## What you will do
For the data below, give the number of lines containing "road" and nothing more.

---------- Information supplied

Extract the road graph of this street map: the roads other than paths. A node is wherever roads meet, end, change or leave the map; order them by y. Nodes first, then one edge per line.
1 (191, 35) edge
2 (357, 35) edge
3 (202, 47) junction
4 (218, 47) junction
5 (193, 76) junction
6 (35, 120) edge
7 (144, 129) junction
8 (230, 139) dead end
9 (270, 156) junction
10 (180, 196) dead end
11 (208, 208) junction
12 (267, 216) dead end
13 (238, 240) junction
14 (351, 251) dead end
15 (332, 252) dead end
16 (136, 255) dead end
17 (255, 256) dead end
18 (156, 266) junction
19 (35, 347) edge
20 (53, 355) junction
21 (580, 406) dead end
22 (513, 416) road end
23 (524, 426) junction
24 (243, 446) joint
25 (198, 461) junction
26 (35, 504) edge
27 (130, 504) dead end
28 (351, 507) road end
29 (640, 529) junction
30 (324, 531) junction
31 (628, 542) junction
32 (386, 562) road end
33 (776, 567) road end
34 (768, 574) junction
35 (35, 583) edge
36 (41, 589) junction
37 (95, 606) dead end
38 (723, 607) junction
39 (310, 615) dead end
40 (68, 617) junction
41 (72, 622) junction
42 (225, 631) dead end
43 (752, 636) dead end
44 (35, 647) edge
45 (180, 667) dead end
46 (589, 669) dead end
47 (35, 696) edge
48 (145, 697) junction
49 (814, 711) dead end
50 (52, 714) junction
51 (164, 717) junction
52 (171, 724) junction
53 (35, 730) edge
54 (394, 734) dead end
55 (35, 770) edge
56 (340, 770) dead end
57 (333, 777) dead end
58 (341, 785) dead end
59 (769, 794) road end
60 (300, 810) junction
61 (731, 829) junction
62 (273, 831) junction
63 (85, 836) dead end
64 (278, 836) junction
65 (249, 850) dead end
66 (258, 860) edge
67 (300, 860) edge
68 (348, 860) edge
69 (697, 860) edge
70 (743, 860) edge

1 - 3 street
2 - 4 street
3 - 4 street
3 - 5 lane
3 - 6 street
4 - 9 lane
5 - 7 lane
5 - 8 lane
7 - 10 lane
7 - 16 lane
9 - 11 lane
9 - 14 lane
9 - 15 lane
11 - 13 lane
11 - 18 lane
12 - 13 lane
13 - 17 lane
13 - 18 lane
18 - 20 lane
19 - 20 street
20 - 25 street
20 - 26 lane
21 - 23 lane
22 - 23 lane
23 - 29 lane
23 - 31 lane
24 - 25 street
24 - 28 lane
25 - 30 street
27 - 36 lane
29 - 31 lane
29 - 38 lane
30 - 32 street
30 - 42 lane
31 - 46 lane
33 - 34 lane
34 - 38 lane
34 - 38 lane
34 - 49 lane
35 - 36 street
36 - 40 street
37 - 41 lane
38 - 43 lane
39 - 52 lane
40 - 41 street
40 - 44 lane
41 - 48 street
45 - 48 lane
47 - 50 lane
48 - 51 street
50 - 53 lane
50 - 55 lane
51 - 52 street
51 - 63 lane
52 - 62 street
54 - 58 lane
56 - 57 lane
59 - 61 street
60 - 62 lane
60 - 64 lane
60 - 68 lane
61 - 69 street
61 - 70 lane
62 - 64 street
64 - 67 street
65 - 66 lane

--------------------

## Solution
6